** Opening Data for the task block **

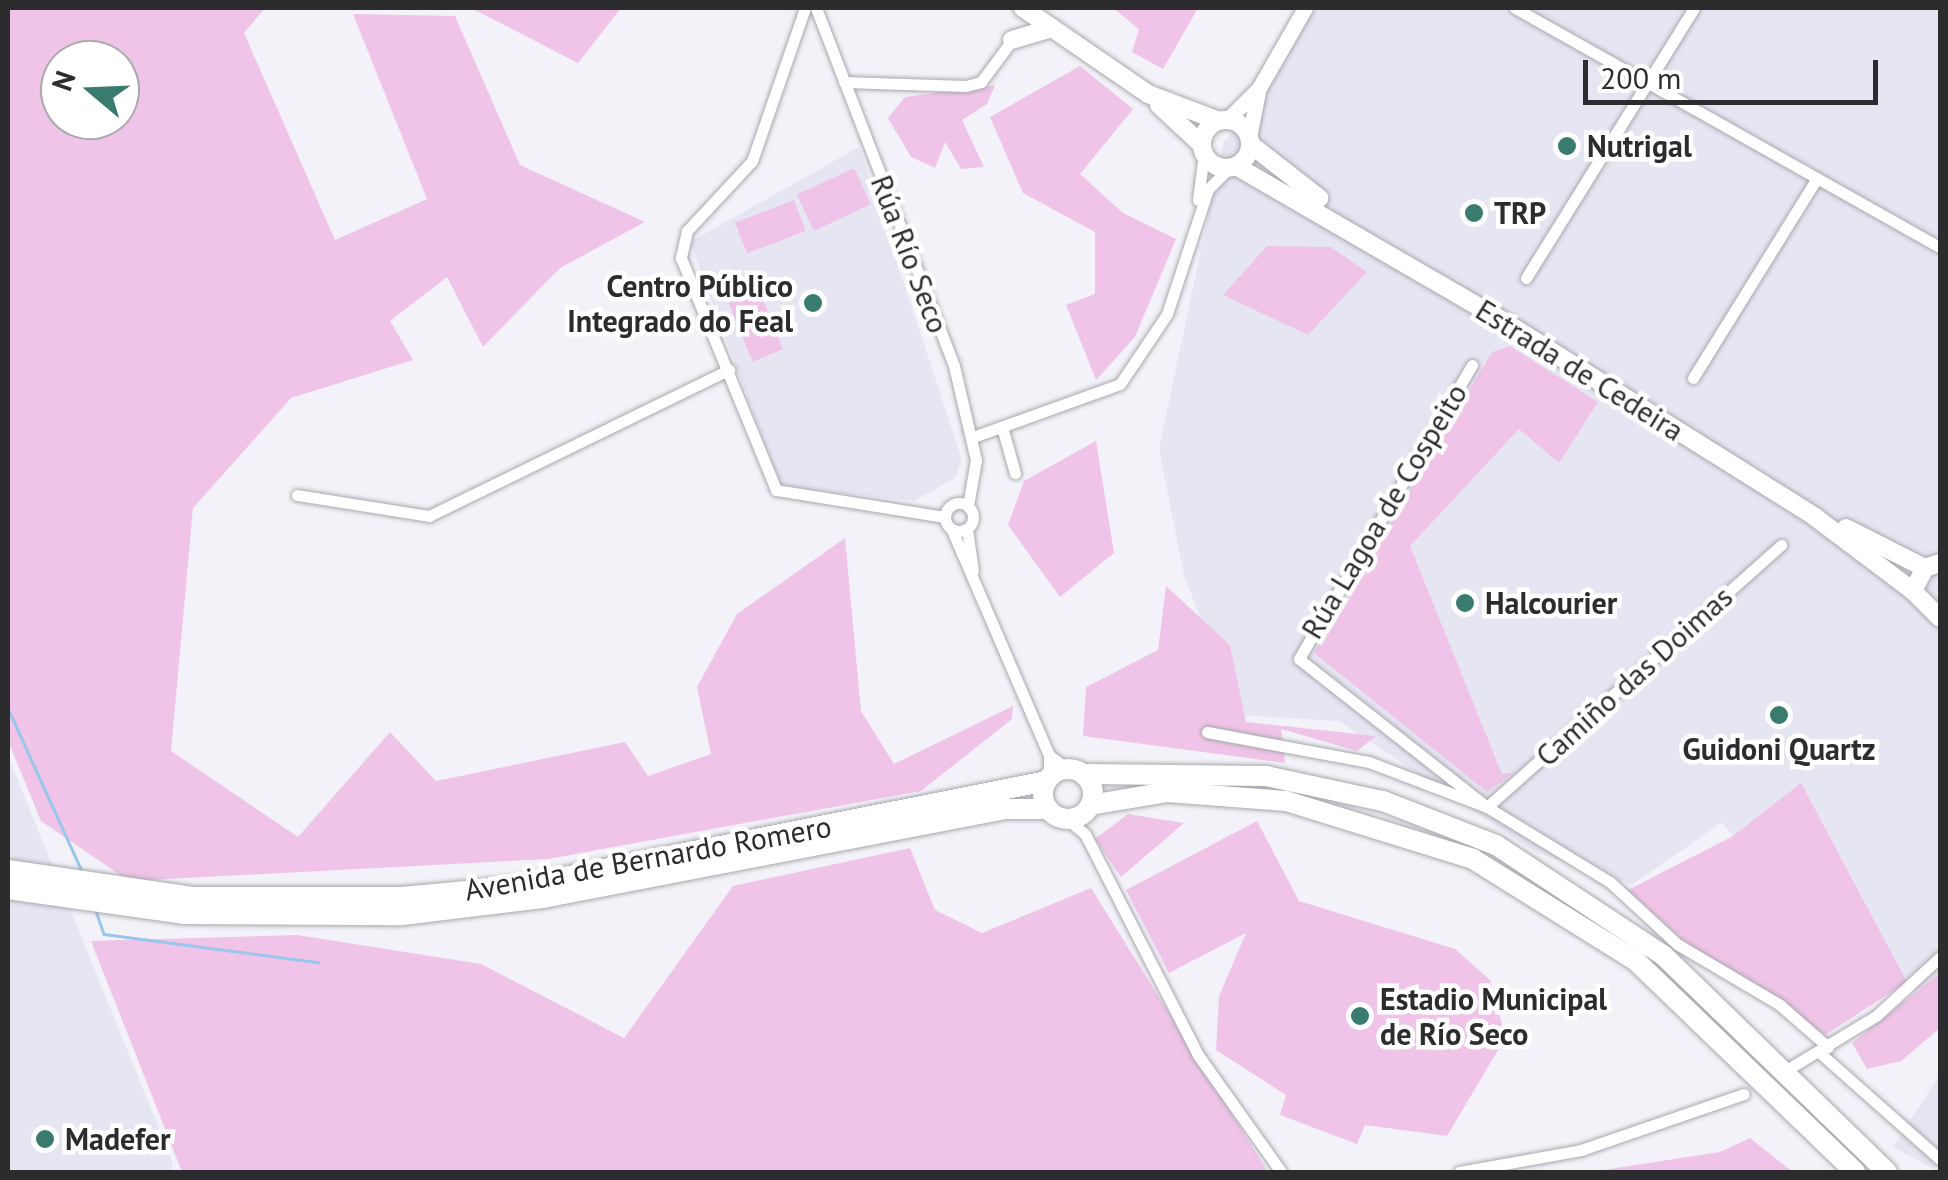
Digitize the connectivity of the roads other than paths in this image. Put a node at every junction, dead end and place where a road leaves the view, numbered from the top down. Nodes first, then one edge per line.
1 (805, 8) edge
2 (816, 8) edge
3 (1305, 8) edge
4 (1515, 8) edge
5 (1694, 8) edge
6 (1022, 9) edge
7 (1052, 28) junction
8 (1012, 40) junction
9 (844, 82) junction
10 (1646, 82) junction
11 (884, 86) junction
12 (1259, 88) junction
13 (1148, 94) junction
14 (852, 103) junction
15 (1223, 120) junction
16 (1250, 140) junction
17 (1203, 149) junction
18 (1232, 167) junction
19 (1816, 180) junction
20 (1192, 244) junction
21 (1940, 246) edge
22 (1526, 278) dead end
23 (1472, 365) dead end
24 (729, 370) junction
25 (1693, 378) dead end
26 (1002, 427) junction
27 (973, 437) junction
28 (1014, 472) dead end
29 (297, 495) dead end
30 (968, 506) junction
31 (944, 517) junction
32 (967, 529) junction
33 (952, 530) junction
34 (1781, 545) dead end
35 (1933, 565) edge
36 (1913, 591) junction
37 (978, 594) junction
38 (1940, 618) edge
39 (1207, 732) dead end
40 (1061, 776) junction
41 (1486, 806) junction
42 (1073, 811) junction
43 (8, 870) edge
44 (8, 889) edge
45 (1940, 957) edge
46 (1824, 1050) junction
47 (1793, 1066) dead end
48 (1744, 1094) dead end
49 (1940, 1159) edge
50 (1281, 1172) edge
51 (1458, 1172) edge
52 (1854, 1172) edge
53 (1887, 1172) edge

1 - 24 street
2 - 9 street, Rúa Río Seco
3 - 12 main road
4 - 10 street
5 - 10 street
6 - 7 main road
6 - 8 main road
7 - 8 main road
7 - 13 main road
8 - 11 street
9 - 11 street
9 - 14 street, Rúa Río Seco
10 - 19 street
10 - 22 street
11 - 14 street
12 - 15 main road
12 - 16 main road
13 - 15 main road
13 - 17 main road
14 - 27 street, Rúa Río Seco
15 - 16 main road, Estrada de Cedeira
15 - 17 main road
16 - 18 main road
16 - 35 main road, Estrada de Cedeira
17 - 18 main road, Estrada de Cedeira
17 - 20 street
18 - 20 street
18 - 36 main road, Estrada de Cedeira
19 - 21 street
19 - 25 street
20 - 26 street
23 - 41 street, Rúa Lagoa de Cospeito
24 - 29 street
24 - 31 street
26 - 27 street
26 - 28 street
27 - 30 street, Rúa Río Seco
30 - 31 street
30 - 32 street, Rúa Río Seco
31 - 33 street
32 - 33 street
32 - 37 street, Rúa Río Seco
33 - 37 street
34 - 41 street, Camiño das Doimas
35 - 36 main road
36 - 38 main road, Estrada de Cedeira
37 - 40 street
39 - 41 street
40 - 42 highway
40 - 42 highway
40 - 43 highway, Avenida de Bernardo Romero
40 - 53 highway, Avenida de Bernardo Romero
41 - 46 street
42 - 44 highway, Avenida de Bernardo Romero
42 - 50 street
42 - 52 highway, Avenida de Bernardo Romero
45 - 46 street
46 - 47 street
46 - 49 street
48 - 51 street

** Closing Data for the task block **

- _What is being asked_
Would you copy out all the data exactly, without the images?

- _Solution to this problem_
Digitize the connectivity of the roads other than paths in this image. Put a node at every junction, dead end and place where a road leaves the view, numbered from the top down. Nodes first, then one edge per line.
1 (805, 8) edge
2 (816, 8) edge
3 (1305, 8) edge
4 (1515, 8) edge
5 (1694, 8) edge
6 (1022, 9) edge
7 (1052, 28) junction
8 (1012, 40) junction
9 (844, 82) junction
10 (1646, 82) junction
11 (884, 86) junction
12 (1259, 88) junction
13 (1148, 94) junction
14 (852, 103) junction
15 (1223, 120) junction
16 (1250, 140) junction
17 (1203, 149) junction
18 (1232, 167) junction
19 (1816, 180) junction
20 (1192, 244) junction
21 (1940, 246) edge
22 (1526, 278) dead end
23 (1472, 365) dead end
24 (729, 370) junction
25 (1693, 378) dead end
26 (1002, 427) junction
27 (973, 437) junction
28 (1014, 472) dead end
29 (297, 495) dead end
30 (968, 506) junction
31 (944, 517) junction
32 (967, 529) junction
33 (952, 530) junction
34 (1781, 545) dead end
35 (1933, 565) edge
36 (1913, 591) junction
37 (978, 594) junction
38 (1940, 618) edge
39 (1207, 732) dead end
40 (1061, 776) junction
41 (1486, 806) junction
42 (1073, 811) junction
43 (8, 870) edge
44 (8, 889) edge
45 (1940, 957) edge
46 (1824, 1050) junction
47 (1793, 1066) dead end
48 (1744, 1094) dead end
49 (1940, 1159) edge
50 (1281, 1172) edge
51 (1458, 1172) edge
52 (1854, 1172) edge
53 (1887, 1172) edge

1 - 24 street
2 - 9 street, Rúa Río Seco
3 - 12 main road
4 - 10 street
5 - 10 street
6 - 7 main road
6 - 8 main road
7 - 8 main road
7 - 13 main road
8 - 11 street
9 - 11 street
9 - 14 street, Rúa Río Seco
10 - 19 street
10 - 22 street
11 - 14 street
12 - 15 main road
12 - 16 main road
13 - 15 main road
13 - 17 main road
14 - 27 street, Rúa Río Seco
15 - 16 main road, Estrada de Cedeira
15 - 17 main road
16 - 18 main road
16 - 35 main road, Estrada de Cedeira
17 - 18 main road, Estrada de Cedeira
17 - 20 street
18 - 20 street
18 - 36 main road, Estrada de Cedeira
19 - 21 street
19 - 25 street
20 - 26 street
23 - 41 street, Rúa Lagoa de Cospeito
24 - 29 street
24 - 31 street
26 - 27 street
26 - 28 street
27 - 30 street, Rúa Río Seco
30 - 31 street
30 - 32 street, Rúa Río Seco
31 - 33 street
32 - 33 street
32 - 37 street, Rúa Río Seco
33 - 37 street
34 - 41 street, Camiño das Doimas
35 - 36 main road
36 - 38 main road, Estrada de Cedeira
37 - 40 street
39 - 41 street
40 - 42 highway
40 - 42 highway
40 - 43 highway, Avenida de Bernardo Romero
40 - 53 highway, Avenida de Bernardo Romero
41 - 46 street
42 - 44 highway, Avenida de Bernardo Romero
42 - 50 street
42 - 52 highway, Avenida de Bernardo Romero
45 - 46 street
46 - 47 street
46 - 49 street
48 - 51 street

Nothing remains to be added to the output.